Maybe the best way to fix the deficit is to do nothing.

While the government and the media debate the pros and cons of President Obama’s and Congressman Ryan’s competing deficit reduction plans, Ezra Klein of the Washington Post suggests another possibility.  Do nothing.

That’s right.  Do nothing to address the deficit and growing national debt!

Using a graph based on the Congressional Budget Office’s September numbers, Klein shows what will happen if Congress fails to act.  Our national budget would begin to balance itself in two years.  And despite the so-called “crises” of Social Security, Medicaid and Medicare, the budget would remain balanced into the forseeable future.

Given the doom and gloom scenarios of the teabaggers and their Republican allies, how is this possible?

It’s the result of allowing the Bush tax cuts to expire at the end of their 2-year extension, implementing the program that changes the way doctor payments are handled in Medicare, and allowing the Affordable Care Act (so-called Obamacare) to be fully implemented.

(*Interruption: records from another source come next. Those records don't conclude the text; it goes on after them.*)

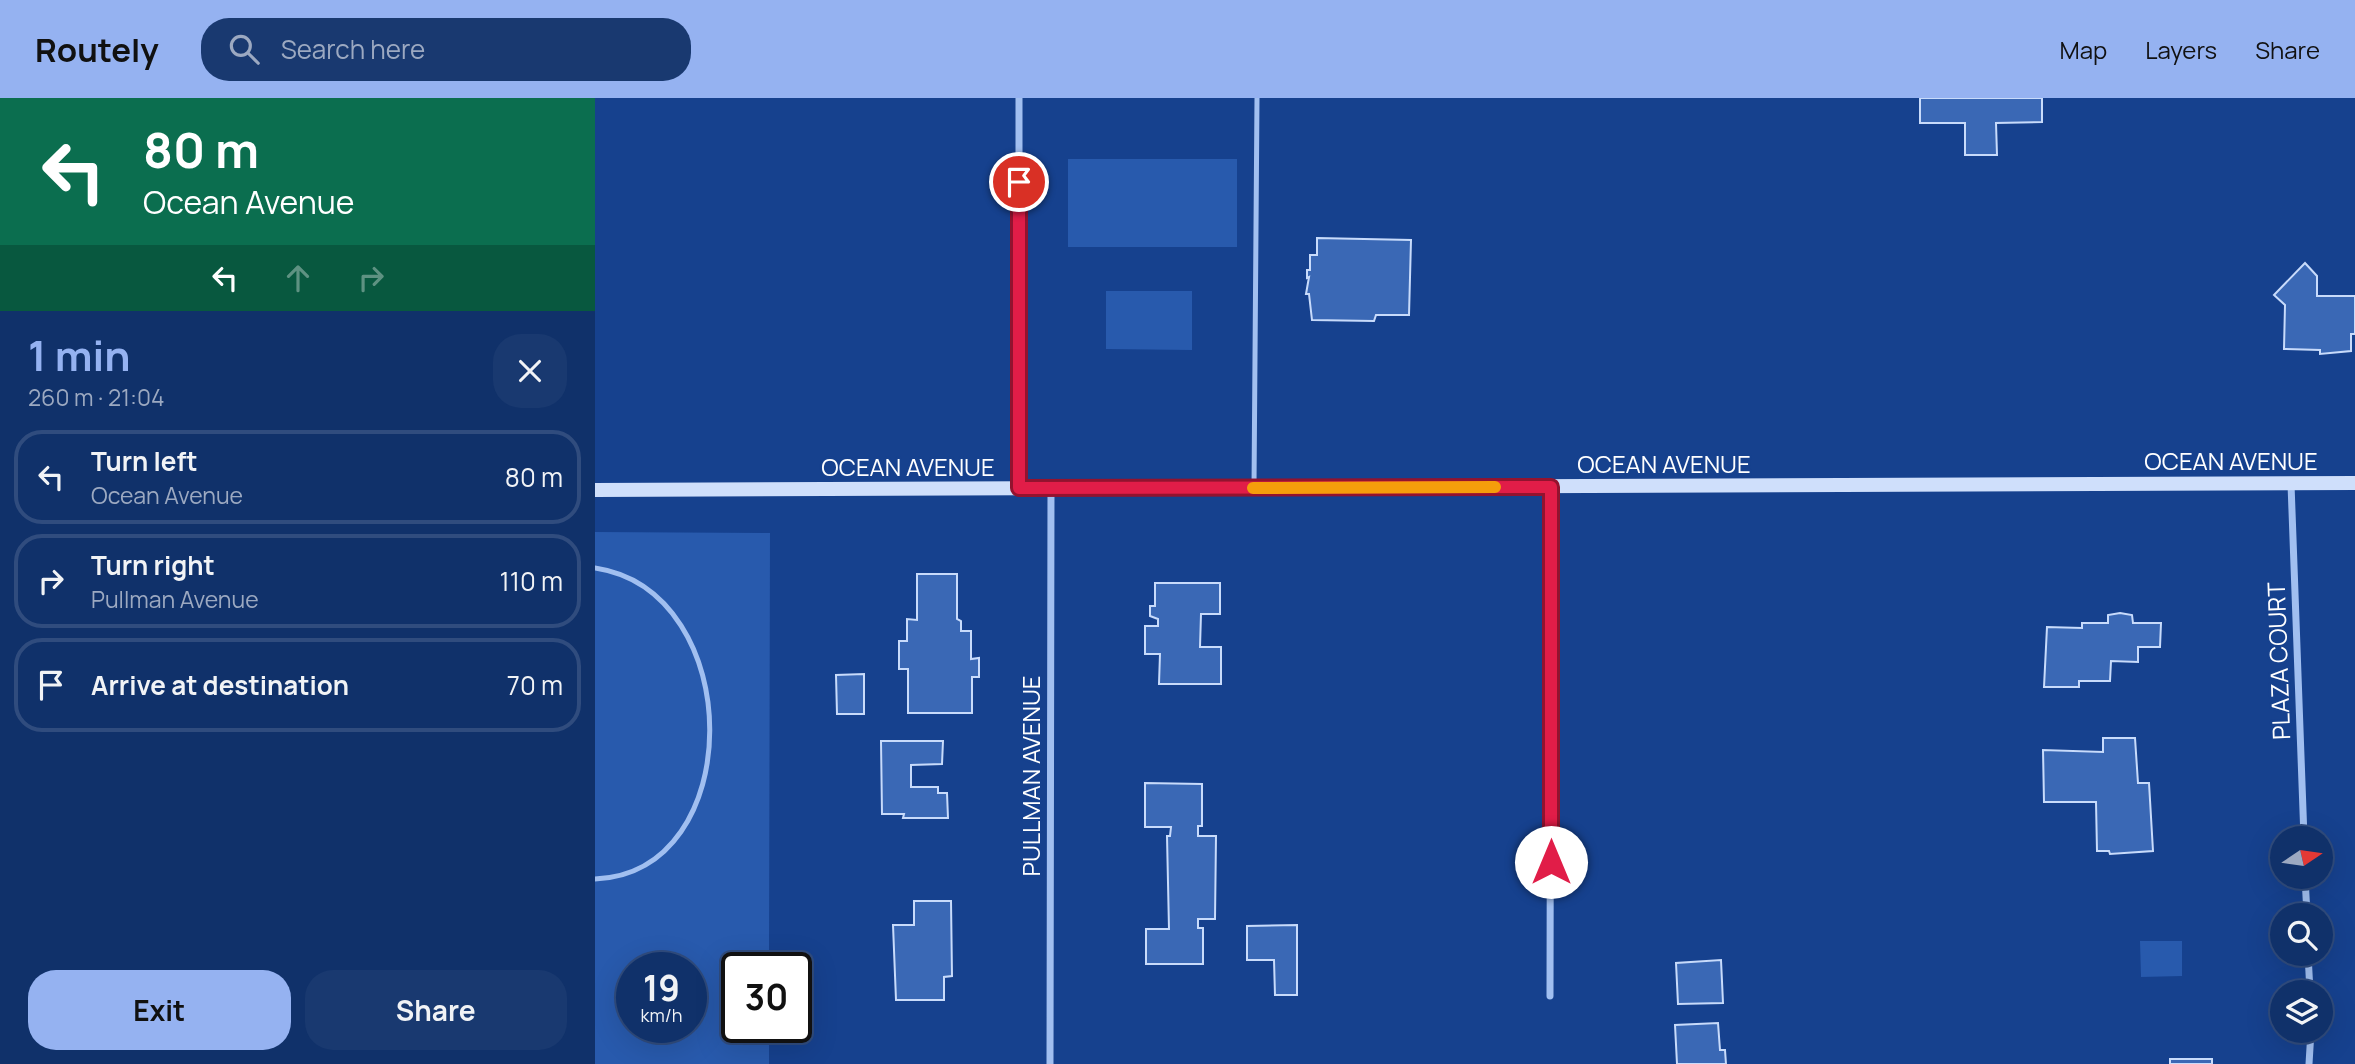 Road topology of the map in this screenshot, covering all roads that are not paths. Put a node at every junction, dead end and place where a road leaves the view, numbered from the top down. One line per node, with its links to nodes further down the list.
1 (1019, 98): 6 (street)
2 (1257, 98): 8 (lane)
3 (2291, 483): 4 (street, OCEAN AVENUE); 5 (street, OCEAN AVENUE); 11 (street, PLAZA COURT)
4 (2355, 483)
5 (1551, 487): 8 (street, OCEAN AVENUE); 13 (street)
6 (1019, 488): 7 (street, OCEAN AVENUE); 9 (street, OCEAN AVENUE)
7 (1051, 488): 8 (street, OCEAN AVENUE); 15 (street, PULLMAN AVENUE)
8 (1254, 488)
9 (595, 490)
10 (595, 568): 12 (lane)
11 (2304, 826)
12 (595, 879)
13 (1550, 996)
14 (2310, 1043): 16 (street)
15 (1050, 1064)
16 (2309, 1064) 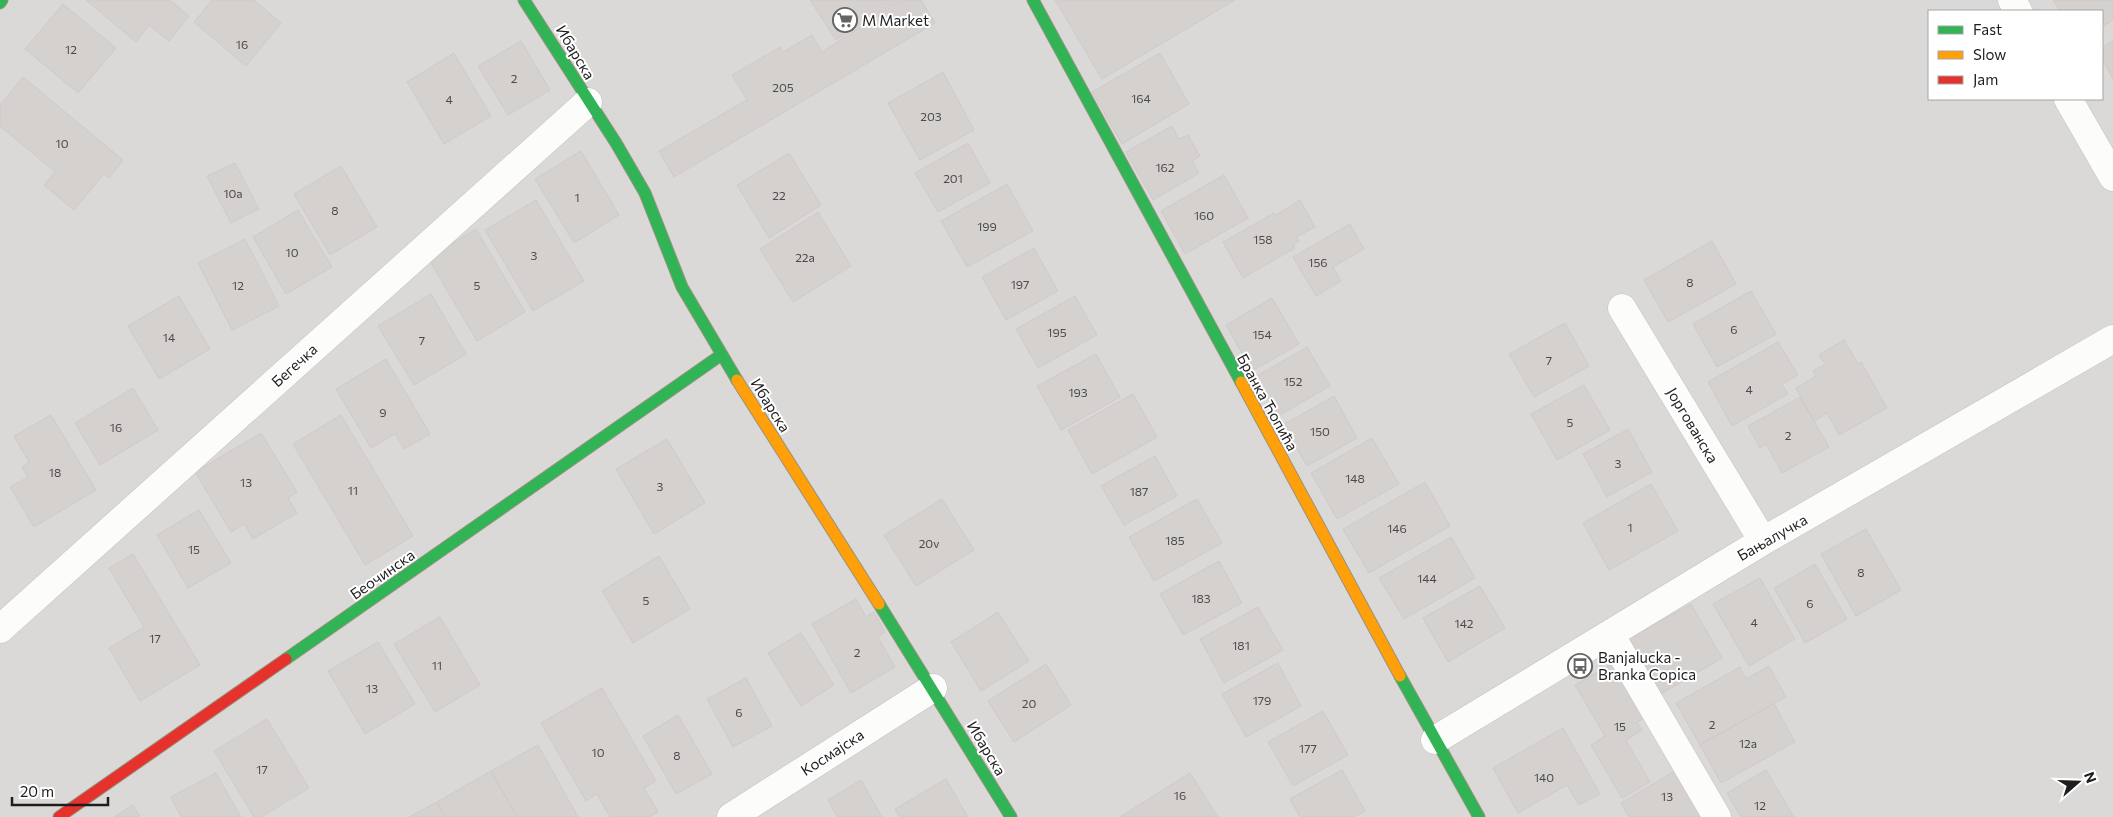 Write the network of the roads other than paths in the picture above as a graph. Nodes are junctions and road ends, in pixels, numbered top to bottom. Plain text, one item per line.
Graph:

That’s it!  No privatizing Social Security, no ending Medicaid and no changing Medicare to a voucher system that will likely drive up the cost of health care while dramatically adding to the insurance industry’s bottom line.  All we have to do is keep the politicians from further messing things up!  (Of course, it wouldn’t hurt if we could stop bleeding money and lives in Iraq and Afghanistan.  It’s estimated that those wars have already cost us as much as $3 trillion.  A number that’s increasing by the day.)

Remember this as the debate over the deficit escalates between now and the 2012 election.  The choice is likely to be between a Republican plan of pulling the safety nets out from under our most vulnerable citizens while lining the pockets of the wealthy.  Or enacting President Obama’s plan which will reduce the deficit while continuing to care for the poor, the sick and the elderly.  Or doing nothing and returning to Clinton-era tax rates.Personally, I vote for one of the last two options.  After all, unless my memory fails me, the decade of the 90s was prosperous for most everyone.  Not just the super-wealthy.